_What you need to do_: Gather, from the data below, each line in which the word "Shores" occurs.

_Exercise inputs_:
=-=-=-=-=
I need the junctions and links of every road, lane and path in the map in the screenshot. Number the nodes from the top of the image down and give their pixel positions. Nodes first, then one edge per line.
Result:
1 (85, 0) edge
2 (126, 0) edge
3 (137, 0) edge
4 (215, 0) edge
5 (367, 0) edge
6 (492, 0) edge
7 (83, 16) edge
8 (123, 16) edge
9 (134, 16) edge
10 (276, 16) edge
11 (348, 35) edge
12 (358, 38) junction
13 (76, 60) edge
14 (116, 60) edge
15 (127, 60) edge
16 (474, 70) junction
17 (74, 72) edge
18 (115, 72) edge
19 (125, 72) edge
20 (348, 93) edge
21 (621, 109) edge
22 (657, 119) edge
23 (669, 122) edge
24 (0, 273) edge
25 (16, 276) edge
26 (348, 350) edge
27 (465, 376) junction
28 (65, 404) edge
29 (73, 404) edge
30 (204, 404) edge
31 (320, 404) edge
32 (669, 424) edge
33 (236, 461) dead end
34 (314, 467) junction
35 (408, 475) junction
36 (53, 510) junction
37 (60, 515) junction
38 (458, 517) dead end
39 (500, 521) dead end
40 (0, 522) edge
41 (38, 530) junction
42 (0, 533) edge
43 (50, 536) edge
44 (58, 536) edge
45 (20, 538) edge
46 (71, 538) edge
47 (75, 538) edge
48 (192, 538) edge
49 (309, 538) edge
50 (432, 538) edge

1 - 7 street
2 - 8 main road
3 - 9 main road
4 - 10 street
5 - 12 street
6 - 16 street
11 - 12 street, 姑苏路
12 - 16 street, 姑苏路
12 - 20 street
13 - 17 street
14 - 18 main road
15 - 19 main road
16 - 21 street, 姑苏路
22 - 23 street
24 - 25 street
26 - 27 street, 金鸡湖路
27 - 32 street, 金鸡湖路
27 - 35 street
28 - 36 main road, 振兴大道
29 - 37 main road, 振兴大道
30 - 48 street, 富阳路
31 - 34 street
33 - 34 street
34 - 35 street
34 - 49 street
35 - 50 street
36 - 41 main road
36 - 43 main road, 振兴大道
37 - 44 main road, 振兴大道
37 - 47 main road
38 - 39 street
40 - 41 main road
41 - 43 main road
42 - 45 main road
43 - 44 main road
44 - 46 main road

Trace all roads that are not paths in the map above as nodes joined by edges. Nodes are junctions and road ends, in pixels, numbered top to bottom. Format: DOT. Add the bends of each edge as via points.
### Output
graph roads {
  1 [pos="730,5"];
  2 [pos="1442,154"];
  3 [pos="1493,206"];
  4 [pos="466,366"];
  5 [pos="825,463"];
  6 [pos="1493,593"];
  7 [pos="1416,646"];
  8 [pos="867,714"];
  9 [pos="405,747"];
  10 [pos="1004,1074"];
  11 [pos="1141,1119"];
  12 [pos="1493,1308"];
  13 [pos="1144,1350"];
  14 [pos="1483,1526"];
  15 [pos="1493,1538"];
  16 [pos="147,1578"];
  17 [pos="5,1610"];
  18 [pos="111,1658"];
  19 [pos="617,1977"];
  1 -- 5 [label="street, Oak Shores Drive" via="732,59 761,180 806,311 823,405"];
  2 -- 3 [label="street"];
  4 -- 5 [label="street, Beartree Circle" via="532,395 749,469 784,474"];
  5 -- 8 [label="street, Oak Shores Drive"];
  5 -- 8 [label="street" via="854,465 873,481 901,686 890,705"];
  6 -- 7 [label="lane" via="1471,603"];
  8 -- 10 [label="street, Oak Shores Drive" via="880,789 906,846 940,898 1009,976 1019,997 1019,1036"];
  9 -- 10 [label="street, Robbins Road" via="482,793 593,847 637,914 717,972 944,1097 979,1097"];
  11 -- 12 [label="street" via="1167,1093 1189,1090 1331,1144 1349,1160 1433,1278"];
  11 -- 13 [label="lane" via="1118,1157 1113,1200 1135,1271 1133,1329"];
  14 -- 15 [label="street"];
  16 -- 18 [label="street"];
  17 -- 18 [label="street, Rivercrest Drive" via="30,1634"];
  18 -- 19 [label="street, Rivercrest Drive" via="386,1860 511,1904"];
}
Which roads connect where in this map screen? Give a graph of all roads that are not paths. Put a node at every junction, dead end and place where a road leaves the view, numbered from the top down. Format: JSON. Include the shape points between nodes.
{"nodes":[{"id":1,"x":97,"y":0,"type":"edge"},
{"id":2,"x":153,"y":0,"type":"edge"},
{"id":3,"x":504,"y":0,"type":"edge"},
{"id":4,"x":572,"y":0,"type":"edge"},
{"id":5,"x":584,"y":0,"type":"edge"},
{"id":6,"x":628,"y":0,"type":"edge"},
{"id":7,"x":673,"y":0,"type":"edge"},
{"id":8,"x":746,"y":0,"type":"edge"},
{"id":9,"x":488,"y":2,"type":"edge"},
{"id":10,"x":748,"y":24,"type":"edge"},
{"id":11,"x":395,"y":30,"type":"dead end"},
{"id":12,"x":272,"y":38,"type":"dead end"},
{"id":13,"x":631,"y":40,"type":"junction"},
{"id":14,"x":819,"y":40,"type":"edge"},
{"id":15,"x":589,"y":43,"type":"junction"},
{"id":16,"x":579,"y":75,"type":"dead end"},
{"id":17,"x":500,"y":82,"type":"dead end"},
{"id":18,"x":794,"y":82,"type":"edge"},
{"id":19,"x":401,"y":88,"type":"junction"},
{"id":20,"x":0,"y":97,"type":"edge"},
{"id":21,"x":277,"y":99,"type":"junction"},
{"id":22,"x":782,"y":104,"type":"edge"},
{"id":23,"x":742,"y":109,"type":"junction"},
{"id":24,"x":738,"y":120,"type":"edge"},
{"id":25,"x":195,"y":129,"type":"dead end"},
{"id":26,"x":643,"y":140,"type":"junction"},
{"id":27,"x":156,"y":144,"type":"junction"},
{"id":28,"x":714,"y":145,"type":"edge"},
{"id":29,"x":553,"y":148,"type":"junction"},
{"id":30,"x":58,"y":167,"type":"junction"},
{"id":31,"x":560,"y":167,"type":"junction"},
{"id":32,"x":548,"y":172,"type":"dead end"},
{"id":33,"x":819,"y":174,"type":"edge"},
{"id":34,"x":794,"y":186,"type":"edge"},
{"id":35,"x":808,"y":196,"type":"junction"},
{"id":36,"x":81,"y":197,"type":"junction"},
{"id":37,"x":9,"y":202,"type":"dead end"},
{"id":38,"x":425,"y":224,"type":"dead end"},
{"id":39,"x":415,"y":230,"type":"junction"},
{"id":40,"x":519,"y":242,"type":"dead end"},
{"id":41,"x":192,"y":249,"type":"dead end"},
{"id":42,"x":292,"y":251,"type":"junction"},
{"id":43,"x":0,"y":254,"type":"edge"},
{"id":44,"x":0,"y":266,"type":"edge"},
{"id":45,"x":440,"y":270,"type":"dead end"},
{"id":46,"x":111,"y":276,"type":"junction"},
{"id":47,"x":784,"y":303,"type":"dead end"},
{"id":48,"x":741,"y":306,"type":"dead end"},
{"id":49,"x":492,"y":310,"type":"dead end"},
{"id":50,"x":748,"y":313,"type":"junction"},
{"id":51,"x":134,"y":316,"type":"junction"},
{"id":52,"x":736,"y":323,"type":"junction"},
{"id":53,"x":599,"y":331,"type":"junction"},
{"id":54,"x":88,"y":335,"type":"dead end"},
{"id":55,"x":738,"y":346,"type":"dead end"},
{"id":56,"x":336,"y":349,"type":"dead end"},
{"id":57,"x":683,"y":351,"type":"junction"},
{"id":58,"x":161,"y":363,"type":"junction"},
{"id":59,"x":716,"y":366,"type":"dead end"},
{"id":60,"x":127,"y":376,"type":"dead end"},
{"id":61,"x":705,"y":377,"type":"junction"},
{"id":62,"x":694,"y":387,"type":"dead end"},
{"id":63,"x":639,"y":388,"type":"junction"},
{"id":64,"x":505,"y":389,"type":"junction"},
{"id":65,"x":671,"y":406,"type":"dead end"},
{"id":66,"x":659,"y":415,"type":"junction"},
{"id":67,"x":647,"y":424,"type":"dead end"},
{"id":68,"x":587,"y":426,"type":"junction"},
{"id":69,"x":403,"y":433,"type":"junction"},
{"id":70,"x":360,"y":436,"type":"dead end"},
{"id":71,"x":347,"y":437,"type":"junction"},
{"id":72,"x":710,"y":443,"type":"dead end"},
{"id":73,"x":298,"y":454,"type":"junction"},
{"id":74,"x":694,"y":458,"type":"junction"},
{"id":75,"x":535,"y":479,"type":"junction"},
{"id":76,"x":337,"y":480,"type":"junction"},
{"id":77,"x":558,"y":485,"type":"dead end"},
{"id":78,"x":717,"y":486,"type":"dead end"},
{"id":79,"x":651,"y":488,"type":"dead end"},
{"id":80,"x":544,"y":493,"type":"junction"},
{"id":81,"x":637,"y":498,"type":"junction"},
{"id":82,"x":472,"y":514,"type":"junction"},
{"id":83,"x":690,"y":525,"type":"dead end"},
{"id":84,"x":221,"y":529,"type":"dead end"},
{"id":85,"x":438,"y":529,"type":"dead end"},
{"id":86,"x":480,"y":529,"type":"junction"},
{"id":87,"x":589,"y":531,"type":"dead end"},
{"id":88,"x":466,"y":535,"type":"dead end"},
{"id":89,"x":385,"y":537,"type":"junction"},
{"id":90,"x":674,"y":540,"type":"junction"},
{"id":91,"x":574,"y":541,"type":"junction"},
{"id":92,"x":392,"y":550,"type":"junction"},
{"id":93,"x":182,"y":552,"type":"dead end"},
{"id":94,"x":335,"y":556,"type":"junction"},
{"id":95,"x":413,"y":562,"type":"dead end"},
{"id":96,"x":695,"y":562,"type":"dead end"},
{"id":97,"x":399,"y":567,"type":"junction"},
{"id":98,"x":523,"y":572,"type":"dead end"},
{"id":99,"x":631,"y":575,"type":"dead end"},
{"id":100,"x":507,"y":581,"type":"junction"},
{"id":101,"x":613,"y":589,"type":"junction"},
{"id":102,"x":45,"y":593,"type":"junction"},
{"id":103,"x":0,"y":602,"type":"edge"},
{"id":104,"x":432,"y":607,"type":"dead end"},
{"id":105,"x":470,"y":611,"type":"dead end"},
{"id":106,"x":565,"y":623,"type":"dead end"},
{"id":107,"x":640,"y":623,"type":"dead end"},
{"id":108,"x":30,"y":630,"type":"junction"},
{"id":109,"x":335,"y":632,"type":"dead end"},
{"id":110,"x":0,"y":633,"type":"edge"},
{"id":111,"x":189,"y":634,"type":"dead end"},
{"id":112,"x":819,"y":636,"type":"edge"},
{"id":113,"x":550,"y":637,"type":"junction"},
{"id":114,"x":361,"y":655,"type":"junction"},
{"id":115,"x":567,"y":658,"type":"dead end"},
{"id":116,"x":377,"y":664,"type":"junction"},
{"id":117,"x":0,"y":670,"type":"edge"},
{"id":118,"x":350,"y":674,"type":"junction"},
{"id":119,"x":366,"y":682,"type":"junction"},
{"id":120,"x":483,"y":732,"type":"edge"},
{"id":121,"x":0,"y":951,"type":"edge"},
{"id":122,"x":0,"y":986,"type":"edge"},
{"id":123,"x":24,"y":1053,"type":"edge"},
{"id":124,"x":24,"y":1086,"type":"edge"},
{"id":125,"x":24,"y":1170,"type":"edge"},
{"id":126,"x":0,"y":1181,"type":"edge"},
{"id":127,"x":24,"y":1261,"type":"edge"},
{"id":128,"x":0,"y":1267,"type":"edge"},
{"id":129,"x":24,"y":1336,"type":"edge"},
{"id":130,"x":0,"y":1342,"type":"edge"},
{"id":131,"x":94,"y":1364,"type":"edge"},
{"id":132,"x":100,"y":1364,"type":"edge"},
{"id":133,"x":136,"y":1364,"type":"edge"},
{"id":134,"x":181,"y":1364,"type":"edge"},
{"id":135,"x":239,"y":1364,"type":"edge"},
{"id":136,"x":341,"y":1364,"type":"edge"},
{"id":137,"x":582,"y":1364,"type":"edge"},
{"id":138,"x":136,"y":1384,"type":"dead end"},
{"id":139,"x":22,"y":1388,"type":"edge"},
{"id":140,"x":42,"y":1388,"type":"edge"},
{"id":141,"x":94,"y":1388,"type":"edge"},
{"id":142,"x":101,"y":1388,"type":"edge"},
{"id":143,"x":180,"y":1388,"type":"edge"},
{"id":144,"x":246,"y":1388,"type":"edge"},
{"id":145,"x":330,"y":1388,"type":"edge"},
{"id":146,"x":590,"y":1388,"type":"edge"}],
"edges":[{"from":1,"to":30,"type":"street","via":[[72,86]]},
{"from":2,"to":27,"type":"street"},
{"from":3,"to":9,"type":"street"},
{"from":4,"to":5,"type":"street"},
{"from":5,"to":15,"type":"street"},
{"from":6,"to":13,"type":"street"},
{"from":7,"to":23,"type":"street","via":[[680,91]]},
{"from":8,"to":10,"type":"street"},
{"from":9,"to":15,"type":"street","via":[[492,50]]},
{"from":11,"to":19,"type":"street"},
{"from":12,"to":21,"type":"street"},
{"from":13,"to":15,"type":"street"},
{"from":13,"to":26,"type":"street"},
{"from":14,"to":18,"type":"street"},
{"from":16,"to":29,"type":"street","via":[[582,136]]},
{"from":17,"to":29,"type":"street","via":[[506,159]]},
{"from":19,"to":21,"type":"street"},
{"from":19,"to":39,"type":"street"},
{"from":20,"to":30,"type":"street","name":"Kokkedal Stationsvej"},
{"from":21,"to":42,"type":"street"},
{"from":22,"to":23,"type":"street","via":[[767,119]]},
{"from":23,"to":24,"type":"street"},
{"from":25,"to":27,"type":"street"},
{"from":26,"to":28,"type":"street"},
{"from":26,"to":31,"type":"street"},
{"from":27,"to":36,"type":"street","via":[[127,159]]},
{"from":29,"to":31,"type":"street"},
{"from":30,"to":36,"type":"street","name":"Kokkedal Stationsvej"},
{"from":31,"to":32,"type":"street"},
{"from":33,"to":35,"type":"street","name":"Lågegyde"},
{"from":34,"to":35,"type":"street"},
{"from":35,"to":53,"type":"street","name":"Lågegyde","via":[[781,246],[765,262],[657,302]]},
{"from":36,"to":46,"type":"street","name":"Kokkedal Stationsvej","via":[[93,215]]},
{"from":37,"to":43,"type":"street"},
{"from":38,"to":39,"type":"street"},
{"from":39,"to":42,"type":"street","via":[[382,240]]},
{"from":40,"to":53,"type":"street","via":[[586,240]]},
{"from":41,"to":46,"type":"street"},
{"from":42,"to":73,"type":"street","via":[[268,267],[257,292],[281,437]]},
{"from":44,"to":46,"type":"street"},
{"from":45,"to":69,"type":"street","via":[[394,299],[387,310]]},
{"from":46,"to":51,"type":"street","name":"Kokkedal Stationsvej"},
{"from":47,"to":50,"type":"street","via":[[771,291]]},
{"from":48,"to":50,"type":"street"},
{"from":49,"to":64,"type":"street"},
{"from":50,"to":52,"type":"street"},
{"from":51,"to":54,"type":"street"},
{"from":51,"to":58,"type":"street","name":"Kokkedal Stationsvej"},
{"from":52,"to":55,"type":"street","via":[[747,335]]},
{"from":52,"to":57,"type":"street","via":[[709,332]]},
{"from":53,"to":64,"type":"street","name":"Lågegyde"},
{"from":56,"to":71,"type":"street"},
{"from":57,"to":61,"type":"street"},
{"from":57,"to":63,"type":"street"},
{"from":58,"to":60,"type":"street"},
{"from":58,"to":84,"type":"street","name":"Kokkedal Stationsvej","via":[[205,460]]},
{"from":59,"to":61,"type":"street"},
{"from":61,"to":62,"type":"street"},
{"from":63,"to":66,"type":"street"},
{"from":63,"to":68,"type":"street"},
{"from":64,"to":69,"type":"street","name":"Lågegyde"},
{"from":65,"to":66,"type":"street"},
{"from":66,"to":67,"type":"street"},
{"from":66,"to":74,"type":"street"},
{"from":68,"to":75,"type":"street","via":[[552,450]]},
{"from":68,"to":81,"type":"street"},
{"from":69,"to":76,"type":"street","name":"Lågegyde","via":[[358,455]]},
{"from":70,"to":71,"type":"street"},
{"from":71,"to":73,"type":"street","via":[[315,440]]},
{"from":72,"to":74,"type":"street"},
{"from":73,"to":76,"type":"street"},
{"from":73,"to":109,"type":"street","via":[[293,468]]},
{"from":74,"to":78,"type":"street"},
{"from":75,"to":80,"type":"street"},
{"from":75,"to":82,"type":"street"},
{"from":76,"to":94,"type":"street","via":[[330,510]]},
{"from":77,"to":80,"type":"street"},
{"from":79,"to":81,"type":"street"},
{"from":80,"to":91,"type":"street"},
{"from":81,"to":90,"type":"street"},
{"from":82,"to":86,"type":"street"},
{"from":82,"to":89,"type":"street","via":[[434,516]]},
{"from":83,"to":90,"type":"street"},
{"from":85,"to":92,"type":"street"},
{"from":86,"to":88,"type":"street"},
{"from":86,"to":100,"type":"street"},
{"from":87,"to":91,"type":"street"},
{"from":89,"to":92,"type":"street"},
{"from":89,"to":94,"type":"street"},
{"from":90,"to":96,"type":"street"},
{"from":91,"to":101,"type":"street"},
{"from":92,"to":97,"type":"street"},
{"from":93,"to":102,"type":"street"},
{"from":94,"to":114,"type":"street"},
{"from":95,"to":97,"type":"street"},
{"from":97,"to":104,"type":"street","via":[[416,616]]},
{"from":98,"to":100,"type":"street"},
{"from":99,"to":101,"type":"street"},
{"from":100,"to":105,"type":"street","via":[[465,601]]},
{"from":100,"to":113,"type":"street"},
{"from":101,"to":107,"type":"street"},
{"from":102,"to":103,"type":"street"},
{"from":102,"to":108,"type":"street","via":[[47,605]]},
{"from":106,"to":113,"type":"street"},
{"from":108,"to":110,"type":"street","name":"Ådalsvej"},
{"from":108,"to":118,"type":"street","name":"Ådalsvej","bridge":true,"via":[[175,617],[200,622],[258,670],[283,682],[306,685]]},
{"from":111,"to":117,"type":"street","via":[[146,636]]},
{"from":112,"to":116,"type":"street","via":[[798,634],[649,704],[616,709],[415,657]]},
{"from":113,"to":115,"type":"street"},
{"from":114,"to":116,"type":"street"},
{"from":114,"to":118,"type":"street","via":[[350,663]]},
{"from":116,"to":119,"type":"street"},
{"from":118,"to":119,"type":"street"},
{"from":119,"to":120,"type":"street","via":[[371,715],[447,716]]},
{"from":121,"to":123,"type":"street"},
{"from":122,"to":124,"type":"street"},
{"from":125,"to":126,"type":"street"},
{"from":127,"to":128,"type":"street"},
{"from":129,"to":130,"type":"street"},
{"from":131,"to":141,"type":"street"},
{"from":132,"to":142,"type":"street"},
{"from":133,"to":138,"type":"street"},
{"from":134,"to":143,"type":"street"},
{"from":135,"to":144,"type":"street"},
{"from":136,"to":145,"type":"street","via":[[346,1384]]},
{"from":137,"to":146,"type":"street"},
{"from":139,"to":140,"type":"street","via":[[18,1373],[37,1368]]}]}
=-=-=-=-=
_Problem solution_:
  1 -- 5 [label="street, Oak Shores Drive" via="732,59 761,180 806,311 823,405"];
  5 -- 8 [label="street, Oak Shores Drive"];
  8 -- 10 [label="street, Oak Shores Drive" via="880,789 906,846 940,898 1009,976 1019,997 1019,1036"];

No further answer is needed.